▶ **Task prompt**:
Copy each line below in which the word "letter" occurs.

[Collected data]
= Beginning of Section =
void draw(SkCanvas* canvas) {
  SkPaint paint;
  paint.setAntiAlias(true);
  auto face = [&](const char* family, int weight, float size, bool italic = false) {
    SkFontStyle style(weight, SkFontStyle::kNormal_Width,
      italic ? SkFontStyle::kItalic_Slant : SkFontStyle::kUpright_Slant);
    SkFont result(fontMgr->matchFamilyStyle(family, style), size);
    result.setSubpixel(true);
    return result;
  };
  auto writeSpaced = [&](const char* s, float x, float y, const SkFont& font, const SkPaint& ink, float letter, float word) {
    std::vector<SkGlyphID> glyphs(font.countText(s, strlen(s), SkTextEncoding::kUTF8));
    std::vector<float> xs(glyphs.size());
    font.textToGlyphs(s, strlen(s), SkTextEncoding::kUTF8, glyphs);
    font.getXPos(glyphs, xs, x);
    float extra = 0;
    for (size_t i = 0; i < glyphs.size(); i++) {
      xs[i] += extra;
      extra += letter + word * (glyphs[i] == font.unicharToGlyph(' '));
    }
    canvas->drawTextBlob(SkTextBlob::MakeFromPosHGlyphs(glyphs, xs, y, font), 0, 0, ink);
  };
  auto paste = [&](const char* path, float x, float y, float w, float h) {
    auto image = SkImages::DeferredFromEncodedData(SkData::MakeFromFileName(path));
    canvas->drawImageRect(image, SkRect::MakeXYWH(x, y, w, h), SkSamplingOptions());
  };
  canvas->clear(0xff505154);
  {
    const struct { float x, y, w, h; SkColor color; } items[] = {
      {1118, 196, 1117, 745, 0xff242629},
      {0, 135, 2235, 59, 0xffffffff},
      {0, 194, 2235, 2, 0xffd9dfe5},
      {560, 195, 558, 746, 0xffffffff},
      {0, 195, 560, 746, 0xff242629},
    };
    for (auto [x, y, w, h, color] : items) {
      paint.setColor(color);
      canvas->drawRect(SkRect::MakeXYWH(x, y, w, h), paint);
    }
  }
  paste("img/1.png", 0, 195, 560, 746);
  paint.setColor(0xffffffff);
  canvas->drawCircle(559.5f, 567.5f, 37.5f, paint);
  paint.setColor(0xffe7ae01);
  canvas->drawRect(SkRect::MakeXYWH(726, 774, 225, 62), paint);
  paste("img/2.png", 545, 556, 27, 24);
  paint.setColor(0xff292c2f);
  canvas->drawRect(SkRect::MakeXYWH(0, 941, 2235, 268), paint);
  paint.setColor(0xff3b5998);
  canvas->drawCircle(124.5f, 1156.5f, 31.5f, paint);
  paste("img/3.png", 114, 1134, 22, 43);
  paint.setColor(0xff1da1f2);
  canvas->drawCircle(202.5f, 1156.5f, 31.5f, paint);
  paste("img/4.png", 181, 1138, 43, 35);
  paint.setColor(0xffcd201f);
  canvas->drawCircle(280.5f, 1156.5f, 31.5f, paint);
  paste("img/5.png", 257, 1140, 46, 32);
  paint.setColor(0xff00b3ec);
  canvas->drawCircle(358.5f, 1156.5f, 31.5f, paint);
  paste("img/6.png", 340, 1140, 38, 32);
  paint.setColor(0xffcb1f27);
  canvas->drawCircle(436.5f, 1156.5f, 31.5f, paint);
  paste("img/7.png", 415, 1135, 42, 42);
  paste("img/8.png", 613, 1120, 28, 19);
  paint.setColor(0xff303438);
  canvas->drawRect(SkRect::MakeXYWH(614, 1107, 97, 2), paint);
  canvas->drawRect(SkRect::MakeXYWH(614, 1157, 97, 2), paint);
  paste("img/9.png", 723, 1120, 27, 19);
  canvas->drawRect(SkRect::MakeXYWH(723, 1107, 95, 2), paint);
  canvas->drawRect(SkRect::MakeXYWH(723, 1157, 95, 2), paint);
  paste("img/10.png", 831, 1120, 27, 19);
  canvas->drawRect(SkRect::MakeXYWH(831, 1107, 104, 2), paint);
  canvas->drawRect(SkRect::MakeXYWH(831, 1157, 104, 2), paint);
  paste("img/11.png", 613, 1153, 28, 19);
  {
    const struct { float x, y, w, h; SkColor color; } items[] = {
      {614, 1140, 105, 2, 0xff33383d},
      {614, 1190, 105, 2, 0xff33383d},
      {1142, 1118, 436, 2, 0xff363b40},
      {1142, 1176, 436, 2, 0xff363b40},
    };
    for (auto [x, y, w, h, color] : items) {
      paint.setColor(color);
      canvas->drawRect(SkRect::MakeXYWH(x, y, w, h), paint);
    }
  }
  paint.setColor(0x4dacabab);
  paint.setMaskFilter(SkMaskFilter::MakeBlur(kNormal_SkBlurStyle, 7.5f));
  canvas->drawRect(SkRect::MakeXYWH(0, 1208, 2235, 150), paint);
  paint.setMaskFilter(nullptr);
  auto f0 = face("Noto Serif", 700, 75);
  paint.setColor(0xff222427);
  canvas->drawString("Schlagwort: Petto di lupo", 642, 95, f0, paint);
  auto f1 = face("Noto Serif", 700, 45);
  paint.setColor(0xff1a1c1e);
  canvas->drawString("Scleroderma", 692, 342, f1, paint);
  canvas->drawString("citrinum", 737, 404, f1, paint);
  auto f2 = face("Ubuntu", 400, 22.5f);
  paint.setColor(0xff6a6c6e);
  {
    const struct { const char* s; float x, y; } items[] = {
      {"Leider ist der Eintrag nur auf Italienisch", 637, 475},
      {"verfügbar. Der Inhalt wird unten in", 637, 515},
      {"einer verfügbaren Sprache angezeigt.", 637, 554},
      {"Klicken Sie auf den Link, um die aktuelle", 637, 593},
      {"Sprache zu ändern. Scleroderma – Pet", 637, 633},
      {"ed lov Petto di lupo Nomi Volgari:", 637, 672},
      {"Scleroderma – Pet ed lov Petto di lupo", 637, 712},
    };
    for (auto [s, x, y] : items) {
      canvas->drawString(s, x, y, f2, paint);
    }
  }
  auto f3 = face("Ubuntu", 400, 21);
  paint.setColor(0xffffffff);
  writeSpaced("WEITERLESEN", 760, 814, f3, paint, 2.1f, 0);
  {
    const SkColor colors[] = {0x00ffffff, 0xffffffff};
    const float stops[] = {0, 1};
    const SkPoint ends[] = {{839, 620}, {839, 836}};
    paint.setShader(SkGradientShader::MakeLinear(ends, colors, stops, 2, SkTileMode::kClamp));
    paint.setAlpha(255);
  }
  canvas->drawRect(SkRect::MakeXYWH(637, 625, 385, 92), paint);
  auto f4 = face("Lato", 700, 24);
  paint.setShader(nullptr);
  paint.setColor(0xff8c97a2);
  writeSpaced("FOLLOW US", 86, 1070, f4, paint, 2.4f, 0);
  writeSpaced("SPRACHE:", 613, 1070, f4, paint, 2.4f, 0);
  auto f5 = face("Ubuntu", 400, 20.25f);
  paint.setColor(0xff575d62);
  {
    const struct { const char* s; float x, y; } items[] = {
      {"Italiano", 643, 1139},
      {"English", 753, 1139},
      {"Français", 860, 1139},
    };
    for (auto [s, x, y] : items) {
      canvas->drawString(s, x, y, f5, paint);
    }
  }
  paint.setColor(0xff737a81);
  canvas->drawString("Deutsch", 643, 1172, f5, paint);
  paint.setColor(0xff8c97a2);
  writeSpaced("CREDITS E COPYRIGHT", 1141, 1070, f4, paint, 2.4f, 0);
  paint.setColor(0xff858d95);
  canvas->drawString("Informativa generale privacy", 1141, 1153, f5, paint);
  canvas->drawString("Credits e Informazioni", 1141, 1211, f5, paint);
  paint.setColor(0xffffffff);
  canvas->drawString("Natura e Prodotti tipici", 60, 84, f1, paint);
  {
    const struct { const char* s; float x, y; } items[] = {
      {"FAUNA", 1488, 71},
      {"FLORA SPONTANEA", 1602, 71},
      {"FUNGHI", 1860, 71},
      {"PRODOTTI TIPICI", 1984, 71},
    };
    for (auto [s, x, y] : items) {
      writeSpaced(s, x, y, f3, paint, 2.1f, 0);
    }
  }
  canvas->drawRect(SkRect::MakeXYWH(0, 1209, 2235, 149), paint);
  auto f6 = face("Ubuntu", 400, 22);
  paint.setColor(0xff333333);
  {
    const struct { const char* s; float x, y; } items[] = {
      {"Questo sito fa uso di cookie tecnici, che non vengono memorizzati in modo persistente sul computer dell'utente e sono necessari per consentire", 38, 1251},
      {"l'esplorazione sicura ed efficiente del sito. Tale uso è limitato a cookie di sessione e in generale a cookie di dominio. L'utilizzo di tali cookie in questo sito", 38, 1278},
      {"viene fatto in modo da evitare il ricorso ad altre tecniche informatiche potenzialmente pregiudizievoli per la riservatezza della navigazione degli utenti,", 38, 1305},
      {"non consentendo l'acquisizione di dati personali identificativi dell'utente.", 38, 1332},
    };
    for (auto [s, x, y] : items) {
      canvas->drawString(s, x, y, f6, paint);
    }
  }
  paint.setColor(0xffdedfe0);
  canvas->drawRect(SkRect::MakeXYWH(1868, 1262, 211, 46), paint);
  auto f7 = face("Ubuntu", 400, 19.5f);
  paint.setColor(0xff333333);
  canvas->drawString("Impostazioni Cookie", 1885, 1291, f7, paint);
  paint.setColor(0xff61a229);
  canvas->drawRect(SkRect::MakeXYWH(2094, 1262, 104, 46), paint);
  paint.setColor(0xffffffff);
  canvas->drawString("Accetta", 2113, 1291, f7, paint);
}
= End of Section =
▶ **Exercise output**:
  auto writeSpaced = [&](const char* s, float x, float y, const SkFont& font, const SkPaint& ink, float letter, float word) {
      extra += letter + word * (glyphs[i] == font.unicharToGlyph(' '));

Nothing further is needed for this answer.